» Stored data
* * *

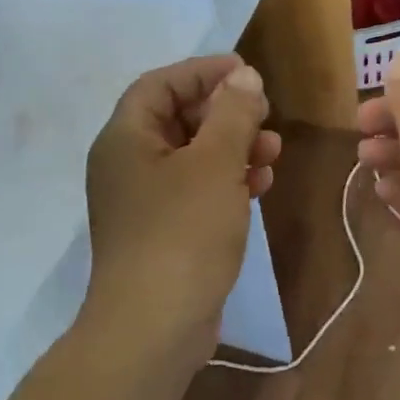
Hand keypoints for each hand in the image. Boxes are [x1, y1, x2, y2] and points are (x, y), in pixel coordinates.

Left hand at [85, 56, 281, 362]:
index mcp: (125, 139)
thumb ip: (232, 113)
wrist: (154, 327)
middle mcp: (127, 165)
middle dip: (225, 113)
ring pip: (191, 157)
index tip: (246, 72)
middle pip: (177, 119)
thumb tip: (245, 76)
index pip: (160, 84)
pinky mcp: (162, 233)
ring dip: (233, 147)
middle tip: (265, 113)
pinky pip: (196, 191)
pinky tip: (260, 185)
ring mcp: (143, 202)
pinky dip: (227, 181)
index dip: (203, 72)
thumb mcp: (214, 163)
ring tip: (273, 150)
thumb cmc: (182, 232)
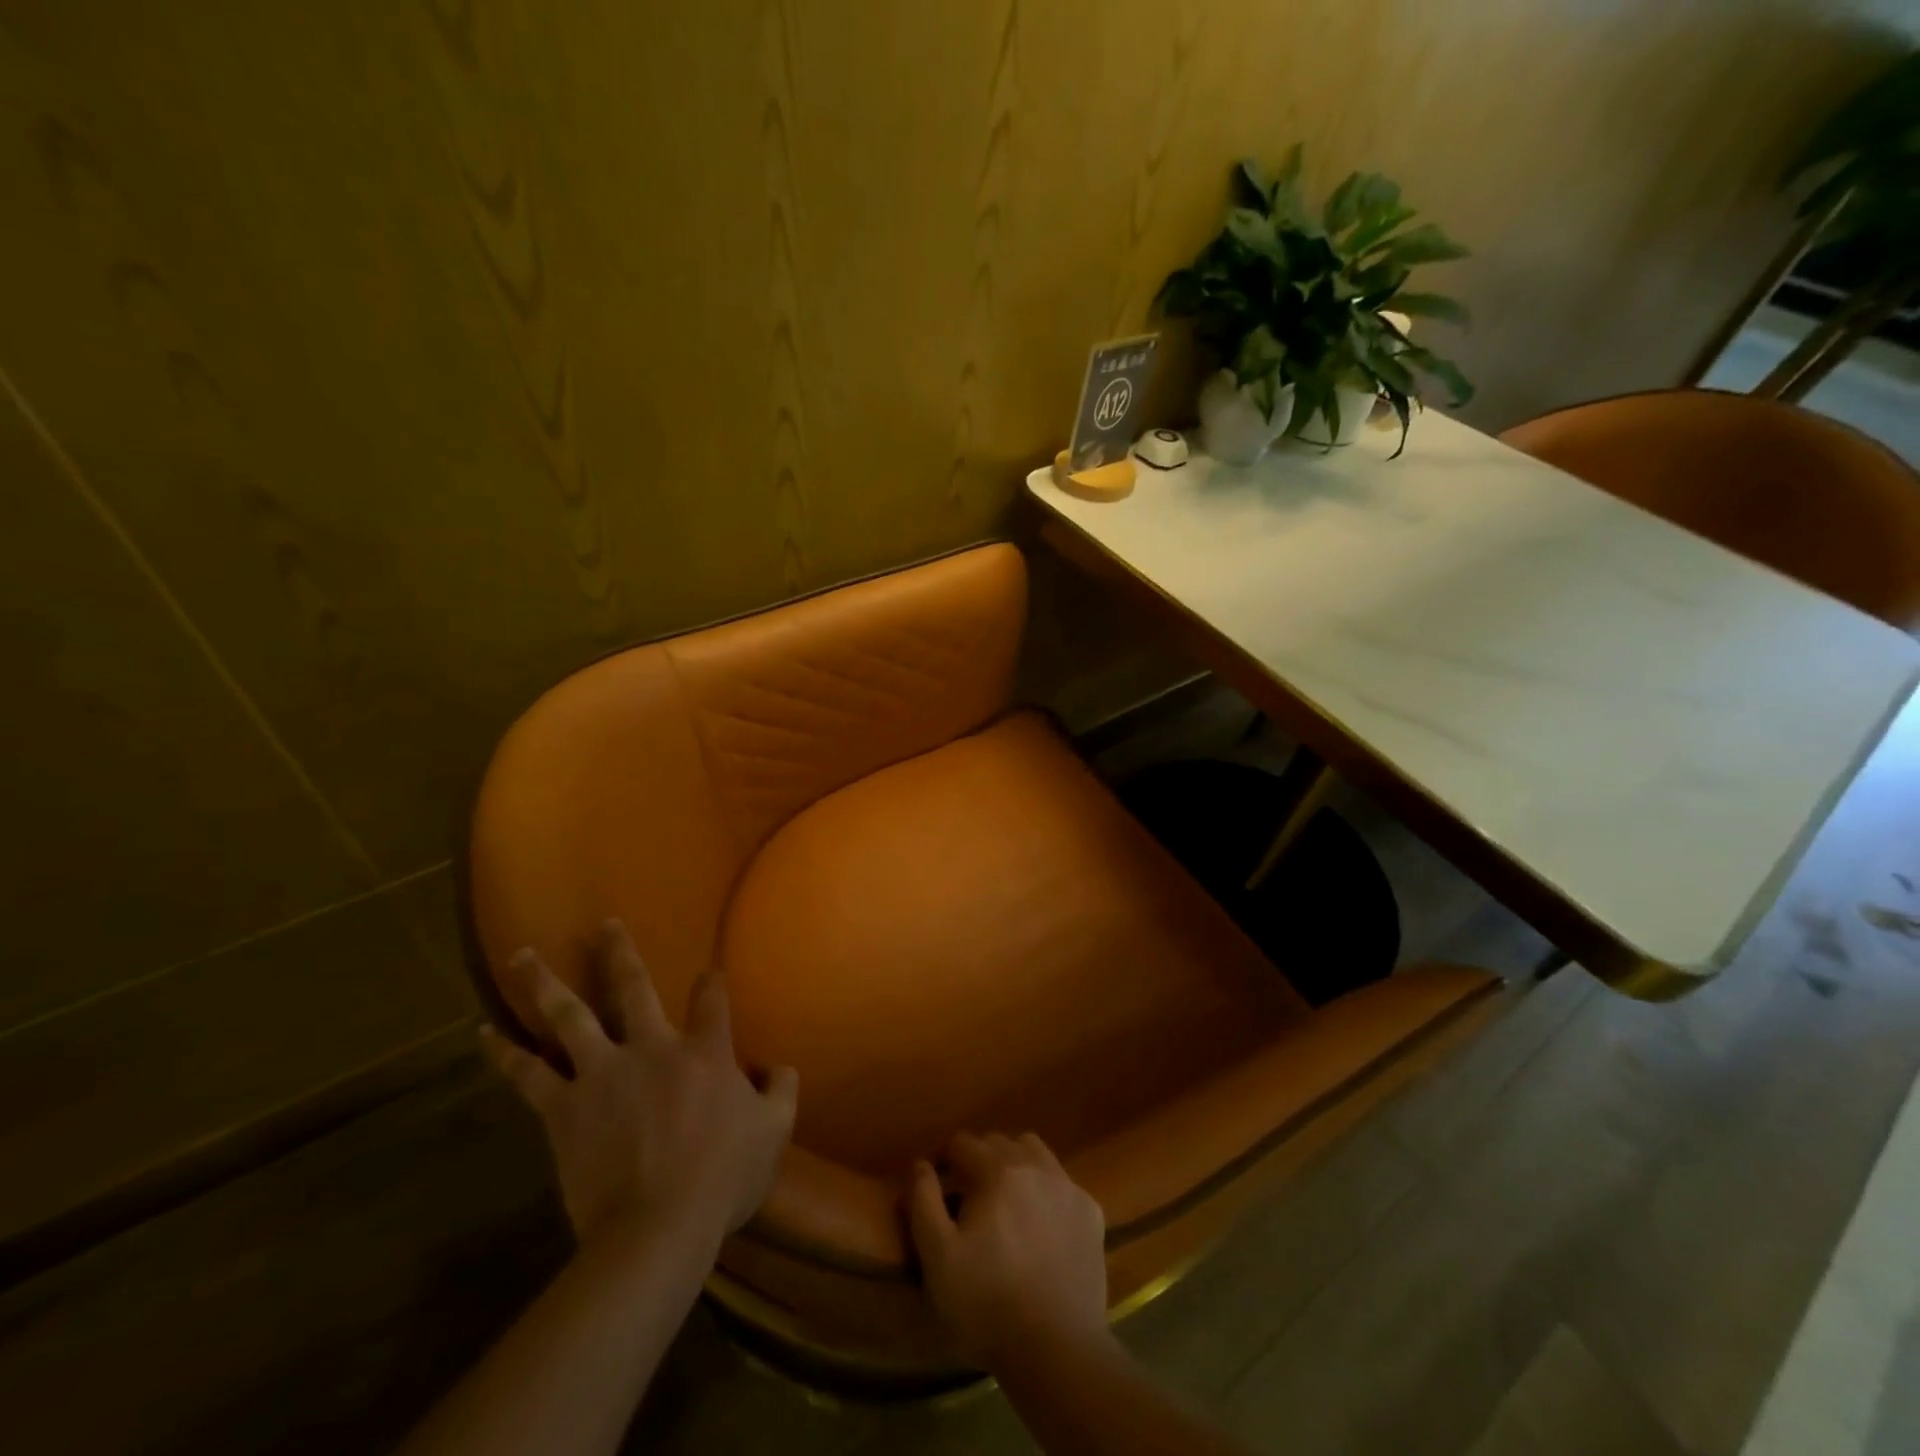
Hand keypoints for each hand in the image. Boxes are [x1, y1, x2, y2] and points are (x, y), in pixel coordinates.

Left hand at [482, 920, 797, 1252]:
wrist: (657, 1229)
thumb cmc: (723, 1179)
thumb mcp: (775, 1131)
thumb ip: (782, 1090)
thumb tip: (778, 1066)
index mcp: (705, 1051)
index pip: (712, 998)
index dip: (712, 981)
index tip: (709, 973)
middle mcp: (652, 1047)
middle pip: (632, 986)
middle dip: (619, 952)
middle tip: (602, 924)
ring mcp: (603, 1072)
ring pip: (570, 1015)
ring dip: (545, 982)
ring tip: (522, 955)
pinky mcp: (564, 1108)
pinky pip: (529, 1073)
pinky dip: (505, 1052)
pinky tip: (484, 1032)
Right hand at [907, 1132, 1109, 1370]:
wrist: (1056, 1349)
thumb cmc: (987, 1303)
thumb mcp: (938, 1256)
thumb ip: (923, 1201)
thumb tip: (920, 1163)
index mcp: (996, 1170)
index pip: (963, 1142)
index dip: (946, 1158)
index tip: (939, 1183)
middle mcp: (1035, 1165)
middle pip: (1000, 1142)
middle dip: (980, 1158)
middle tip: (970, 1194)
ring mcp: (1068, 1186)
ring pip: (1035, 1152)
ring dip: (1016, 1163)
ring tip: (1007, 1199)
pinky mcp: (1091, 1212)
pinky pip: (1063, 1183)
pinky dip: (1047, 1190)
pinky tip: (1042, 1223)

* * *

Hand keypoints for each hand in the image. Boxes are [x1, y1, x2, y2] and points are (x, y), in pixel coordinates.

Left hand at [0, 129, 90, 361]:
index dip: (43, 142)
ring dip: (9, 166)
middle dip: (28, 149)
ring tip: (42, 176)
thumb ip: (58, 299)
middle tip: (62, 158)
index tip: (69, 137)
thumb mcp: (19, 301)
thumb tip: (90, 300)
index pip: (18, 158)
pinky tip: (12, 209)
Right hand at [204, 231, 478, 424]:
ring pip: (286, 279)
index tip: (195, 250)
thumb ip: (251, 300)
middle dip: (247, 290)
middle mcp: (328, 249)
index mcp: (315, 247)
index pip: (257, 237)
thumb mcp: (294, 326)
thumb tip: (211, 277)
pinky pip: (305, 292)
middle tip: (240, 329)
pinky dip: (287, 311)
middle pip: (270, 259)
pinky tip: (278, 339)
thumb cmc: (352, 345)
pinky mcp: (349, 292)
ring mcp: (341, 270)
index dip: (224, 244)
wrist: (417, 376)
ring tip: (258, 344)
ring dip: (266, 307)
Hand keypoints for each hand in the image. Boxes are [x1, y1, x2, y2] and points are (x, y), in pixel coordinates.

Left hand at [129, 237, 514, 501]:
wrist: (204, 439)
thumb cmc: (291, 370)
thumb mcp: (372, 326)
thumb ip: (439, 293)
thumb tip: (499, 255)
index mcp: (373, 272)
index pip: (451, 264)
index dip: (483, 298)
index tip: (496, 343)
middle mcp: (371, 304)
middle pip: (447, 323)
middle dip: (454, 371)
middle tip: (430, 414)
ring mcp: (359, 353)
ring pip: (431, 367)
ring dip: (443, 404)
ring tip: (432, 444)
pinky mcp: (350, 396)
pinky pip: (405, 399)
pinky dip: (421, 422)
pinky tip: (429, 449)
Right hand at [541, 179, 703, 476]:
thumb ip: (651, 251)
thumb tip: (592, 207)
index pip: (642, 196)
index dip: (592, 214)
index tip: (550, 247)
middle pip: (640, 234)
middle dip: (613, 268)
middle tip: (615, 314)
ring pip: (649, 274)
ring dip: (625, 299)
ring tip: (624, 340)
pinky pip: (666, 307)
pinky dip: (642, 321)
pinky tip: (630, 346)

* * *

Report each line of the entries where the word "Right" occurs.

Right hand at [907, 1132, 1109, 1370]:
Right hand at [204, 231, 478, 424]:
Right hand at [541, 179, 703, 476]:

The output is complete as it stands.